**DATA TO EXAMINE:**
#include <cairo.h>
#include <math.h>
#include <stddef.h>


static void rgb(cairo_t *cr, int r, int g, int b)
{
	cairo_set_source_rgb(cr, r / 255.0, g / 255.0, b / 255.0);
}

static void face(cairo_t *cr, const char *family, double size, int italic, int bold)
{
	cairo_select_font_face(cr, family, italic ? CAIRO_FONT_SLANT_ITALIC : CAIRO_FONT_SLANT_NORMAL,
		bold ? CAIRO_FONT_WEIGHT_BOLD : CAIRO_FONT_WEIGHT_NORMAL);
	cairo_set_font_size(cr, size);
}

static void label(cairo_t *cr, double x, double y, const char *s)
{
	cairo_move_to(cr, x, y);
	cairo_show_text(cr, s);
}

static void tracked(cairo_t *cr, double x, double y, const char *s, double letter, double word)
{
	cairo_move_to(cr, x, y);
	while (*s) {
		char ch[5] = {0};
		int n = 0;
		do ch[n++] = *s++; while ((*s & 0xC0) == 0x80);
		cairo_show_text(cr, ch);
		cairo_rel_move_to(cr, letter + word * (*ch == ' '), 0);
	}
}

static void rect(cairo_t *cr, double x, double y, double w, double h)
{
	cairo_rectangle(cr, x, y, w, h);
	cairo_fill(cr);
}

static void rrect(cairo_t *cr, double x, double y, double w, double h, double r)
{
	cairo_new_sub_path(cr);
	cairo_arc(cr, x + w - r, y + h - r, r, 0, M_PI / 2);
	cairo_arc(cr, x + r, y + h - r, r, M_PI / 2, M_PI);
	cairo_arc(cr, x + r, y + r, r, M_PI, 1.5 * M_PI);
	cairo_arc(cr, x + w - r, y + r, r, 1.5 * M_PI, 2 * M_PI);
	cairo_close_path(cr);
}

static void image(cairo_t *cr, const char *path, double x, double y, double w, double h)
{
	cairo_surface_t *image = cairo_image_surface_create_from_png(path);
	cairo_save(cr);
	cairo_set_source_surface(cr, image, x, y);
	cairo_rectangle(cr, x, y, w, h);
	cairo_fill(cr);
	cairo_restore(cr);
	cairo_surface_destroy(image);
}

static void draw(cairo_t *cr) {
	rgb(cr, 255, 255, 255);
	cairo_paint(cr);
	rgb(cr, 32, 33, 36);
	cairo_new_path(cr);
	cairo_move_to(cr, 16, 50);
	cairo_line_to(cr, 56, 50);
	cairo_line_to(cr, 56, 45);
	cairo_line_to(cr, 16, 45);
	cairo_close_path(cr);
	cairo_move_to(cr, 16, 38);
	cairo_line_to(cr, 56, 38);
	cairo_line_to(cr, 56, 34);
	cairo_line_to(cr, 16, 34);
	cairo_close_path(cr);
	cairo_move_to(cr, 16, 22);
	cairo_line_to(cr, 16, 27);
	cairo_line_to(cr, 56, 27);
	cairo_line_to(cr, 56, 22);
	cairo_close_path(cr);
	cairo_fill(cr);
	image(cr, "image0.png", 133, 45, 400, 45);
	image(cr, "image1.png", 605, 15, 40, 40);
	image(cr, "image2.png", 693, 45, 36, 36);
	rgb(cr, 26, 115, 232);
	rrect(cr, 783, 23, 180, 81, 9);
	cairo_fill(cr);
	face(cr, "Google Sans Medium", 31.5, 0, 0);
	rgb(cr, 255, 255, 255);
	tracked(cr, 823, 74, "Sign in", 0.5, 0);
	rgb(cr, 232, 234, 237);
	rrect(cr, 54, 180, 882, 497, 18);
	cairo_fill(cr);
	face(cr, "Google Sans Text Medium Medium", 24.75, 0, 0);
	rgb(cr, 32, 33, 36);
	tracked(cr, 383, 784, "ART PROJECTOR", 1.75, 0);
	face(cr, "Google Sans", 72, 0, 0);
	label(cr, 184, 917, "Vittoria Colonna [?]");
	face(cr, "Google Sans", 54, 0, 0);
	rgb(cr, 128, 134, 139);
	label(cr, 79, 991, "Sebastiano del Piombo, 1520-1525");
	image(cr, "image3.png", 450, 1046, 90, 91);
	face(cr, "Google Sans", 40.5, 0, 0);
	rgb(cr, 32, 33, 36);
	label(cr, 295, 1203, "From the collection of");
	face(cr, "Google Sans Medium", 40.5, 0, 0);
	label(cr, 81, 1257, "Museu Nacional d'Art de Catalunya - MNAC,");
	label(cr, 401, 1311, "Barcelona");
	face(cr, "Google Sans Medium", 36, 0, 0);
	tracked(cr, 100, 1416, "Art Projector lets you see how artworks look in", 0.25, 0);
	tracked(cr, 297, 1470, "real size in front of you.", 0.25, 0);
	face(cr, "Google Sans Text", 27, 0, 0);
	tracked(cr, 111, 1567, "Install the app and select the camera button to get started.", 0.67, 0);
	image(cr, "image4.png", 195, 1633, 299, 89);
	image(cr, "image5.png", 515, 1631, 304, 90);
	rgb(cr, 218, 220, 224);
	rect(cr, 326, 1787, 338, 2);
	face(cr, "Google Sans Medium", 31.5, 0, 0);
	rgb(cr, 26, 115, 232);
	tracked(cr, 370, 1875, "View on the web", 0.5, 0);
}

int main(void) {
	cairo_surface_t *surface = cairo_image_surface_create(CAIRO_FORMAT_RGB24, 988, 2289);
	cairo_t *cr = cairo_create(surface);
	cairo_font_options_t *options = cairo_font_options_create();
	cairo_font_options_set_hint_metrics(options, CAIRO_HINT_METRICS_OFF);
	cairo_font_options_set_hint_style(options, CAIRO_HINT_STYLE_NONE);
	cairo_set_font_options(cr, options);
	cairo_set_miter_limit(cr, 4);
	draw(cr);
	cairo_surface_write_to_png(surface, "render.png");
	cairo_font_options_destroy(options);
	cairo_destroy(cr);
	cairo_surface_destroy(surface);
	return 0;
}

**THE PROBLEM:** Give back exactly the lines of the listing, starting with the first and ending with the one bearing "static void draw(cairo_t". Add no other lines.

**SOLUTION TO THE EXERCISE:**
#include <cairo.h>
#include <math.h>
#include <stddef.h>


static void rgb(cairo_t *cr, int r, int g, int b)
{
	cairo_set_source_rgb(cr, r / 255.0, g / 255.0, b / 255.0);
}

static void face(cairo_t *cr, const char *family, double size, int italic, int bold)
{
	cairo_select_font_face(cr, family, italic ? CAIRO_FONT_SLANT_ITALIC : CAIRO_FONT_SLANT_NORMAL,
		bold ? CAIRO_FONT_WEIGHT_BOLD : CAIRO_FONT_WEIGHT_NORMAL);
	cairo_set_font_size(cr, size);
}

static void label(cairo_t *cr, double x, double y, const char *s)
{
	cairo_move_to(cr, x, y);
	cairo_show_text(cr, s);
}

static void tracked(cairo_t *cr, double x, double y, const char *s, double letter, double word)
{
	cairo_move_to(cr, x, y);
	while (*s) {
		char ch[5] = {0};
		int n = 0;
		do ch[n++] = *s++; while ((*s & 0xC0) == 0x80);
		cairo_show_text(cr, ch);
		cairo_rel_move_to(cr, letter + word * (*ch == ' '), 0);
	}
}

static void rect(cairo_t *cr, double x, double y, double w, double h)
{
	cairo_rectangle(cr, x, y, w, h);
	cairo_fill(cr);
}

static void rrect(cairo_t *cr, double x, double y, double w, double h, double r)
{
	cairo_new_sub_path(cr);
	cairo_arc(cr, x + w - r, y + h - r, r, 0, M_PI / 2);
	cairo_arc(cr, x + r, y + h - r, r, M_PI / 2, M_PI);
	cairo_arc(cr, x + r, y + r, r, M_PI, 1.5 * M_PI);
	cairo_arc(cr, x + w - r, y + r, r, 1.5 * M_PI, 2 * M_PI);
	cairo_close_path(cr);
}

static void image(cairo_t *cr, const char *path, double x, double y, double w, double h)
{
	cairo_surface_t *image = cairo_image_surface_create_from_png(path);
	cairo_save(cr);
	cairo_set_source_surface(cr, image, x, y);
	cairo_rectangle(cr, x, y, w, h);
	cairo_fill(cr);
	cairo_restore(cr);
	cairo_surface_destroy(image);
}

static void draw(cairo_t *cr) {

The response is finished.